▸ Work task:
For the string "Avenida", search the entries below and copy every line where it appears.

▸ Records excerpted from a collection:
[Start of Attachment]

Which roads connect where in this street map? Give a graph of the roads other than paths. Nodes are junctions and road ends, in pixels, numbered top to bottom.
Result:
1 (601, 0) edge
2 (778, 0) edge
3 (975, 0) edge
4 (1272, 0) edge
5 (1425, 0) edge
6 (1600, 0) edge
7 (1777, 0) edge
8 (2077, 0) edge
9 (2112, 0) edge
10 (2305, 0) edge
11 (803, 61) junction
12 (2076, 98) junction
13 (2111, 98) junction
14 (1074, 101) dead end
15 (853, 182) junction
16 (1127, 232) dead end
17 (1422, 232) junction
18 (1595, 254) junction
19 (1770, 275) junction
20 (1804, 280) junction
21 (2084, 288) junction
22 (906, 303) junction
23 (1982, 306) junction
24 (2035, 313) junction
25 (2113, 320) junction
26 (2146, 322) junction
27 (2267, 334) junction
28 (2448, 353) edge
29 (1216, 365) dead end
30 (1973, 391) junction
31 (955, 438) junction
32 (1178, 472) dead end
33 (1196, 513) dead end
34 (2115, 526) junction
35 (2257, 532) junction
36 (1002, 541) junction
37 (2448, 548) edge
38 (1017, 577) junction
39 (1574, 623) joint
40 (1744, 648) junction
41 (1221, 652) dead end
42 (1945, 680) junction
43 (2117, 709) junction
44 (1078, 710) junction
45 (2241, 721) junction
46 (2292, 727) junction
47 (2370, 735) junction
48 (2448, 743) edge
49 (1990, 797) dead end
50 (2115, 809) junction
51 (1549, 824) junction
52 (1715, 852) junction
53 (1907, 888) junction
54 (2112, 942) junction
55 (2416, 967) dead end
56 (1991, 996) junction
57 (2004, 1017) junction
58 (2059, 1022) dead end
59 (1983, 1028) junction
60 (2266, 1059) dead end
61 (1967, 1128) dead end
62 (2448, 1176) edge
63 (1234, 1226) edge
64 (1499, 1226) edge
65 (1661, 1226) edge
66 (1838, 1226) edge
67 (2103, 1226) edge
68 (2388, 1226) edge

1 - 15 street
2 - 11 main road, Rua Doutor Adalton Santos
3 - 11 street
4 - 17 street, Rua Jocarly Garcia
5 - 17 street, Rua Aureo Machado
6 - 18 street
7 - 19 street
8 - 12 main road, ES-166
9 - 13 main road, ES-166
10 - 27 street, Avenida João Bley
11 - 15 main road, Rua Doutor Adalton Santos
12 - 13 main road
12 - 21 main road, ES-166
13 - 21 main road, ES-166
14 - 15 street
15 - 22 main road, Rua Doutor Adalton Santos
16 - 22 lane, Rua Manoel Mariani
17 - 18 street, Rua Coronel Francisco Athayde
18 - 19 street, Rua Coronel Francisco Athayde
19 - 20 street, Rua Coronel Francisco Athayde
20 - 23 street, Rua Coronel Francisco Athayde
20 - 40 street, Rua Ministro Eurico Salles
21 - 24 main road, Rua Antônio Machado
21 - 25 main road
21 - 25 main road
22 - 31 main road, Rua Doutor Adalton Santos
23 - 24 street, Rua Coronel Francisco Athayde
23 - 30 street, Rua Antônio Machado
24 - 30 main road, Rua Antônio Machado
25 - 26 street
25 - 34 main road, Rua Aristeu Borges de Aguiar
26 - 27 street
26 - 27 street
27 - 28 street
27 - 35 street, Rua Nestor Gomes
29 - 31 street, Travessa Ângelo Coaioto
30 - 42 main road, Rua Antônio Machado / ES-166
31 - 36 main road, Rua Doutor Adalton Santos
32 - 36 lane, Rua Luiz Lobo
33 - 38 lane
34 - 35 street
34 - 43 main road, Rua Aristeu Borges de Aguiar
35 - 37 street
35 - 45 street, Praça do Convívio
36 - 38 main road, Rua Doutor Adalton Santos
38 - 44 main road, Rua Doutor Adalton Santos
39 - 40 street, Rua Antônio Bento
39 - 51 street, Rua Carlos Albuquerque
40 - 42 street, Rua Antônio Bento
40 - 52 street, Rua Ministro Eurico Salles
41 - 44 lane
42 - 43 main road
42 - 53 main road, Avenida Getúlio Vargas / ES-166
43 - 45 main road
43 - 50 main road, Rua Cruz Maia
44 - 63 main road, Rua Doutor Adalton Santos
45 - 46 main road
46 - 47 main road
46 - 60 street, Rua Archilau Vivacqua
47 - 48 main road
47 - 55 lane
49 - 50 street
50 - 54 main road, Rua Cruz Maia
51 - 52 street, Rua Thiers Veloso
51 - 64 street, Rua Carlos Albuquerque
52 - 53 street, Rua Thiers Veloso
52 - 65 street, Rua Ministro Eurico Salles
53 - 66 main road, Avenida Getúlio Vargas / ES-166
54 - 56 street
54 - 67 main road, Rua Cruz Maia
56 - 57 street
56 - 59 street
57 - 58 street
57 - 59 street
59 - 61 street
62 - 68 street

[End of Attachment]

▸ Task response:
10 - 27 street, Avenida João Bley
42 - 53 main road, Avenida Getúlio Vargas / ES-166
53 - 66 main road, Avenida Getúlio Vargas / ES-166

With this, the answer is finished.